In a recent paper on business ownership and taxation in the United States, we found complex ownership structures to be common place in the partnership sector:
Partnership ownership is not only concentrated, but also opaque. First, twenty percent of partnership income is earned by partners that we have not been able to classify in ad- ministrative data. Second, following money through partnership structures—between the partnership generating the income and the ultimate owners taxed on that income—proves challenging as well. We develop an algorithm that recursively traces income through partnership structures to ultimate non-partnership owners and attempts to assign that income back to an originating partnership. This recursive algorithm reaches a fixed point before all partnership income has been successfully assigned: fifteen percent of income is in circular structures and cannot be uniquely linked to an originating partnership. Together, the union of income flowing (1) to unclassifiable partners and (2) through circular partnerships amounts to $200 billion or thirty percent of income earned in the partnership sector overall.

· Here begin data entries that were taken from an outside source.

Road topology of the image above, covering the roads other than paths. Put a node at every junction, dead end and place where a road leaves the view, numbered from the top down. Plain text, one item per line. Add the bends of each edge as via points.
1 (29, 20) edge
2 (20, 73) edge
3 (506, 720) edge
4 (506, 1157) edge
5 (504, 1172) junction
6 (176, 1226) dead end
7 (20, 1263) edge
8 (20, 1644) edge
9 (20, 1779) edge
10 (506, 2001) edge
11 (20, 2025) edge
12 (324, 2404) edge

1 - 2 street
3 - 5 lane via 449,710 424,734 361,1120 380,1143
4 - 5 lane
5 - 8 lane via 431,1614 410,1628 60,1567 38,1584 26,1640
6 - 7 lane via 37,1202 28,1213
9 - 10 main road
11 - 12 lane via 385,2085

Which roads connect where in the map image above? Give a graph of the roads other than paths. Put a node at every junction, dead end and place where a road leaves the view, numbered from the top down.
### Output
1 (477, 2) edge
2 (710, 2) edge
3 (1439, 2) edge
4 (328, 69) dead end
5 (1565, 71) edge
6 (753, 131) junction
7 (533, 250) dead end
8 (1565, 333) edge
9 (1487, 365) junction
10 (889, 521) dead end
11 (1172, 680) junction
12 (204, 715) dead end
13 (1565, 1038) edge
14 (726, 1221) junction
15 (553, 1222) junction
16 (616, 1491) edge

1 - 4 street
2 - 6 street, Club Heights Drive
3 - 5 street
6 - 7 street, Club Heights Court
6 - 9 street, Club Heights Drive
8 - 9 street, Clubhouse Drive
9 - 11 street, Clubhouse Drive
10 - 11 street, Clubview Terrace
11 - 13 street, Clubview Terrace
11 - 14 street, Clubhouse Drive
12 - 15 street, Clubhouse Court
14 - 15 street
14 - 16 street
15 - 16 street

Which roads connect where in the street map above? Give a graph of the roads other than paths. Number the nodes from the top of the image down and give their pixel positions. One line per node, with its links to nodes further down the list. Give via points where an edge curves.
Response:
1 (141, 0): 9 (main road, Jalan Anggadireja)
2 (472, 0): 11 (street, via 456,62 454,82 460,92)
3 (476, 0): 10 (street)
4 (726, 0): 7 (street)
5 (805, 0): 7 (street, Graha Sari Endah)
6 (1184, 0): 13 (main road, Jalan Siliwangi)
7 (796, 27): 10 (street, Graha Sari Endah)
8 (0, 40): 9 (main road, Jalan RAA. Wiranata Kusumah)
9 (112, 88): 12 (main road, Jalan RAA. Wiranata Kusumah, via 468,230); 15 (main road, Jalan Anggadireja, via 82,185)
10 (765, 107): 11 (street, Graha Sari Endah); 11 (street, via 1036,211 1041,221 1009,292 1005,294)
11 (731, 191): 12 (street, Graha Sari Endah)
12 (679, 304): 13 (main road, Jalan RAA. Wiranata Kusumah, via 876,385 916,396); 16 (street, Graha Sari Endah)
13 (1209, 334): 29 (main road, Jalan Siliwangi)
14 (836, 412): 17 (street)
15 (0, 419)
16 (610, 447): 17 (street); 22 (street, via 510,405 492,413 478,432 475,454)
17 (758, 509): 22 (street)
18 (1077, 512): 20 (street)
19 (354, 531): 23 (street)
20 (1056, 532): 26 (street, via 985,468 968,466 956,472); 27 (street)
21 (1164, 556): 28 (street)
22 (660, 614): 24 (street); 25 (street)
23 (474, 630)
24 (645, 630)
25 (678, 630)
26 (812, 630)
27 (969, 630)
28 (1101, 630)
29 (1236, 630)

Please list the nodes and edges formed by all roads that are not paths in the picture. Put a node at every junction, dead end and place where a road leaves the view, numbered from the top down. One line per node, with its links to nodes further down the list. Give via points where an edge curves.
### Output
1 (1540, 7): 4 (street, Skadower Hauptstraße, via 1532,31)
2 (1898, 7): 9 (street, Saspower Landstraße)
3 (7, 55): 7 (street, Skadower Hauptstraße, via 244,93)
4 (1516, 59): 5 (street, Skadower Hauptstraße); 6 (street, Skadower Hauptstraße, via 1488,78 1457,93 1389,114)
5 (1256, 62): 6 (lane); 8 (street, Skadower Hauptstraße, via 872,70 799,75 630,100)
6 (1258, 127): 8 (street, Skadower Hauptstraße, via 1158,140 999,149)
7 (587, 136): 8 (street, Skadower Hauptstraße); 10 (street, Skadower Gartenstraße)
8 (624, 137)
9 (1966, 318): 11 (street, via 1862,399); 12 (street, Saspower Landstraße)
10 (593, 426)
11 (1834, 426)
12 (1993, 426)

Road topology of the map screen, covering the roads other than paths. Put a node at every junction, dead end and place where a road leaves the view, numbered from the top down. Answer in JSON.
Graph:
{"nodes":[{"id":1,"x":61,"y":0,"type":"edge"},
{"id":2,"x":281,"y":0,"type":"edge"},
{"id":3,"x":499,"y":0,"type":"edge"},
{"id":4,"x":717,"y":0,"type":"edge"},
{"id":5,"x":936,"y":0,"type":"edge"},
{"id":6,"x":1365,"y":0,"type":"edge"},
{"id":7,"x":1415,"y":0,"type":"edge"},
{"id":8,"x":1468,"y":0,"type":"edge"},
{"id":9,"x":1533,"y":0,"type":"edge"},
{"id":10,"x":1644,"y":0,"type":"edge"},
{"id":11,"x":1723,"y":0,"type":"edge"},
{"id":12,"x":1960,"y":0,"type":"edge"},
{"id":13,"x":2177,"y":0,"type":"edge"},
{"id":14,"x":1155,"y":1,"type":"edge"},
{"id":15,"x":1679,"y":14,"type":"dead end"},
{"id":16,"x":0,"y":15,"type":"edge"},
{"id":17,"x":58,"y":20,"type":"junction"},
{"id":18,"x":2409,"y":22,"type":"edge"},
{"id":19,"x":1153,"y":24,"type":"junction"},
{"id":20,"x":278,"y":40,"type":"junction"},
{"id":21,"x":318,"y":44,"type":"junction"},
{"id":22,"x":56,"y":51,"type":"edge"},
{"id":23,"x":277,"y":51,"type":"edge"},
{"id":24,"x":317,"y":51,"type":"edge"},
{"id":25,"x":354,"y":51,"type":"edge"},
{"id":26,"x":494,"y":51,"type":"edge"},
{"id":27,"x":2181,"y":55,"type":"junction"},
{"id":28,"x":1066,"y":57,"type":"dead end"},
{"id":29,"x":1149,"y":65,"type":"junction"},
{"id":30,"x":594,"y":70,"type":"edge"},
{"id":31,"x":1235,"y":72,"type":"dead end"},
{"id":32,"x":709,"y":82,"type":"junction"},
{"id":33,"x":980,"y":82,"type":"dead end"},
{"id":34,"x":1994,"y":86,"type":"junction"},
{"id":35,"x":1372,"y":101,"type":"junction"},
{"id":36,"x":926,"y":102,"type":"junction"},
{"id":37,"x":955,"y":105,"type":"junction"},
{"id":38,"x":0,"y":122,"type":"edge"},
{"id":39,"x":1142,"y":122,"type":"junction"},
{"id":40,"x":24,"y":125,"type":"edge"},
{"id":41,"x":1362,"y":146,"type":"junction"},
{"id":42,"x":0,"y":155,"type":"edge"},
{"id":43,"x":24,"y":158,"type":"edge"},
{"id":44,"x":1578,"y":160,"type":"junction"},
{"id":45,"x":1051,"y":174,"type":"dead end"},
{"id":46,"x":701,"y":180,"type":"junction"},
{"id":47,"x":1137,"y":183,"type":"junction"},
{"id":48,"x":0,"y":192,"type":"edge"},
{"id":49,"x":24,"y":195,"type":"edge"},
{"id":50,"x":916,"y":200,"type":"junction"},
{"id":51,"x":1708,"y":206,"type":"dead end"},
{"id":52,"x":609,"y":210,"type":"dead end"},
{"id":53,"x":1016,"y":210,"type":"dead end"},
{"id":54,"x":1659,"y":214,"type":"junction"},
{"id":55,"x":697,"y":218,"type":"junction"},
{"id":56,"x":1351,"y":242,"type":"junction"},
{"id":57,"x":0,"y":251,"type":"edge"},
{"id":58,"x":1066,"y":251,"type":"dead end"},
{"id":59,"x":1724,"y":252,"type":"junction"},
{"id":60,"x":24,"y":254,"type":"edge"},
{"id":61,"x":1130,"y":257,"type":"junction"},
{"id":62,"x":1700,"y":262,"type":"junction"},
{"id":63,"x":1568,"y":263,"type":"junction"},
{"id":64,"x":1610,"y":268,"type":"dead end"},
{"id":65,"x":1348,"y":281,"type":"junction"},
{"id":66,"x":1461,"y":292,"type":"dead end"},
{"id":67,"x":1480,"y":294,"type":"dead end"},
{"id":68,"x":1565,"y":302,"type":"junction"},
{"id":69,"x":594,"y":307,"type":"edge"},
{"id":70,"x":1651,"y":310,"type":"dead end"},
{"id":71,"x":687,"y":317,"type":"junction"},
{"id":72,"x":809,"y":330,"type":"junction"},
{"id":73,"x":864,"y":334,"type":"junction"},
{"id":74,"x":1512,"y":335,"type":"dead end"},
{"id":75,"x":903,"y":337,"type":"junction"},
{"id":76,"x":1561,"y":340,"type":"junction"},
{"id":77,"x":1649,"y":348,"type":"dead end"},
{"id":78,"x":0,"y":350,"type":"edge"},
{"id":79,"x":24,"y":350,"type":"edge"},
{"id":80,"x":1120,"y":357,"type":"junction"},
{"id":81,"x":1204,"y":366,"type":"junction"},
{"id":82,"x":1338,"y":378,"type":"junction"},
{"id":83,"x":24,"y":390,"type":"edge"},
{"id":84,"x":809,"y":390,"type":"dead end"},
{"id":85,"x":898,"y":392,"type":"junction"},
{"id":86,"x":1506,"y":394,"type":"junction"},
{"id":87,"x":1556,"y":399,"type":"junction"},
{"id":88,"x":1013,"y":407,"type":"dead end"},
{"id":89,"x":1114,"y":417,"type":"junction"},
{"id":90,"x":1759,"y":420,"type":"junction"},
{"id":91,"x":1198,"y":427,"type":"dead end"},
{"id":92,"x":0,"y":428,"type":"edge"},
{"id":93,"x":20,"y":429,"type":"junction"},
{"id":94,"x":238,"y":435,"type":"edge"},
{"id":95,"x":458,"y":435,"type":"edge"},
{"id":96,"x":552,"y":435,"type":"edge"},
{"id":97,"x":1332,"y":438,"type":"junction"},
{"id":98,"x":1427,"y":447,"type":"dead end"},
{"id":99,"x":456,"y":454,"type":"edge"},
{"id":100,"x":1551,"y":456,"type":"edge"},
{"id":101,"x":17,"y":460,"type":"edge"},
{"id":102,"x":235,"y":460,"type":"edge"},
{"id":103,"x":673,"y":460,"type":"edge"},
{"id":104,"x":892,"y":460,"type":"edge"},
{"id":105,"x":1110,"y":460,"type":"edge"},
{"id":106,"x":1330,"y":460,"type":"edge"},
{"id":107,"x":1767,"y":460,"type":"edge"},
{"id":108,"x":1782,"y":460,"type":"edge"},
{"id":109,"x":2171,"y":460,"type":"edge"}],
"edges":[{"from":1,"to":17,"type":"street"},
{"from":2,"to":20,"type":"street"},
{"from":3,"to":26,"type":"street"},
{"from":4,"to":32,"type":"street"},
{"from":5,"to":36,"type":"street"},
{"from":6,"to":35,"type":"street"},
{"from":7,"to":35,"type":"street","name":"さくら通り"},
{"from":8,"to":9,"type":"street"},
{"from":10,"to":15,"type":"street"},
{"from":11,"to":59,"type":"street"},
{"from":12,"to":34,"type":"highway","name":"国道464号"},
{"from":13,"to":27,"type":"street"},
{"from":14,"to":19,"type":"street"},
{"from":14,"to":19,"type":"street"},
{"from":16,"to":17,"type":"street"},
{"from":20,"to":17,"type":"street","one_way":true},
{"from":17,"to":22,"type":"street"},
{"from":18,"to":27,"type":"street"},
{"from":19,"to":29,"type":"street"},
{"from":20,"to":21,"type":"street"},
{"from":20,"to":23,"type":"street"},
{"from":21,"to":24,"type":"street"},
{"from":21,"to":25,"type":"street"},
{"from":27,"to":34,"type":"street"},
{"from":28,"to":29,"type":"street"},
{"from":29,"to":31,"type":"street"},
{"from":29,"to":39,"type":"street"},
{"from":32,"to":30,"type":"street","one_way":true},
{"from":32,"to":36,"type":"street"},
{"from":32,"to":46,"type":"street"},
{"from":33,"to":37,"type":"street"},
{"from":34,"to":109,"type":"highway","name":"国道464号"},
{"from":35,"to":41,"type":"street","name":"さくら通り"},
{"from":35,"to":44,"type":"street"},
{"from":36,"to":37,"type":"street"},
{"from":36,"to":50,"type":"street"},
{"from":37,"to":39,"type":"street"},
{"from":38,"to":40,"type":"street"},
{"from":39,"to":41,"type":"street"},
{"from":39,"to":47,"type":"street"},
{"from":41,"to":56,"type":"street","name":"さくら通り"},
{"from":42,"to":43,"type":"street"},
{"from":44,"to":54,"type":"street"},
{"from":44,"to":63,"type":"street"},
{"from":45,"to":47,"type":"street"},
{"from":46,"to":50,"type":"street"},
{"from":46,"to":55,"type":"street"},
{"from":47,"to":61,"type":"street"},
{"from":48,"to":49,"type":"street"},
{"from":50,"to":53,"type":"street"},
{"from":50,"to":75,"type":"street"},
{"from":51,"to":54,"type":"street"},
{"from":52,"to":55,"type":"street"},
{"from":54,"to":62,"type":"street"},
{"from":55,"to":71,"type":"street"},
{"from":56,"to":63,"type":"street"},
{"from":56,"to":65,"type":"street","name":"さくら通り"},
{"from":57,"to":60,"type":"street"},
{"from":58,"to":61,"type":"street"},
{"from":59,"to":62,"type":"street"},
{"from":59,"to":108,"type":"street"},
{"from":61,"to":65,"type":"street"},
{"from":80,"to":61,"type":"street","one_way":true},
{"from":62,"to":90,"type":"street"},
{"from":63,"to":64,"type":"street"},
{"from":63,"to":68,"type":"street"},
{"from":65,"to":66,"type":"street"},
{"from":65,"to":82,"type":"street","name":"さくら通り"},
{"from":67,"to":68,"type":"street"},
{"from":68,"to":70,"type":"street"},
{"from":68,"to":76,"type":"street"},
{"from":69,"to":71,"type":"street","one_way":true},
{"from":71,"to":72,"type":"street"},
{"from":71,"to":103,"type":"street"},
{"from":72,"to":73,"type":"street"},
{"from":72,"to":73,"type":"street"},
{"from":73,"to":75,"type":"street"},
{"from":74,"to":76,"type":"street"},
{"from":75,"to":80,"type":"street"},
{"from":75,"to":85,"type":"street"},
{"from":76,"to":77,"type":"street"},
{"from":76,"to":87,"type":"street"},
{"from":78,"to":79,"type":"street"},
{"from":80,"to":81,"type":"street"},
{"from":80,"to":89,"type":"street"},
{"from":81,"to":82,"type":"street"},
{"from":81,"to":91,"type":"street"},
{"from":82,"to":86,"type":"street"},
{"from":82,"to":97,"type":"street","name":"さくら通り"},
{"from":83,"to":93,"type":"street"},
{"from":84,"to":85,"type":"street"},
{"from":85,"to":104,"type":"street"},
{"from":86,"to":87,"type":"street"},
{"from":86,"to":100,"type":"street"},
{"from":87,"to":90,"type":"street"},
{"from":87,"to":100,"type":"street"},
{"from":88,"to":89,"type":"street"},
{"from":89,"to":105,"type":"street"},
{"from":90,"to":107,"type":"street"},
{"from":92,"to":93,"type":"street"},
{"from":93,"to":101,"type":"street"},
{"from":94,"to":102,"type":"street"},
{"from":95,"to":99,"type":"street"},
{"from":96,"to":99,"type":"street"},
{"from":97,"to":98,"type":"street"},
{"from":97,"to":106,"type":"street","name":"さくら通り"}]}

From David Card, Ana Rute Cardoso, Joerg Heining, and Patrick Kline:
We review the literature on firm-level drivers of labor market inequality. There is strong evidence from a variety of fields that standard measures of productivity – like output per worker or total factor productivity – vary substantially across firms, even within narrowly-defined industries. Several recent studies note that rising trends in the dispersion of productivity across firms mirror the trends in the wage inequality across workers. Two distinct literatures have searched for a more direct link between these two phenomena. The first examines how wages are affected by differences in employer productivity. Studies that focus on firm-specific productivity shocks and control for the non-random sorting of workers to more and less productive firms typically find that a 10% increase in value-added per worker leads to somewhere between a 0.5% and 1.5% increase in wages. A second literature focuses on firm-specific wage premiums, using the wage outcomes of job changers. This literature also concludes that firm pay setting is important for wage inequality, with many studies finding that firm wage effects contribute approximately 20% of the overall variance of wages. To interpret these findings, we develop a model where workplace environments are viewed as imperfect substitutes by workers, and firms set wages with some degree of market power. We show that simple versions of this model can readily match the stylized empirical findings in the literature regarding rent-sharing elasticities and the structure of firm-specific pay premiums.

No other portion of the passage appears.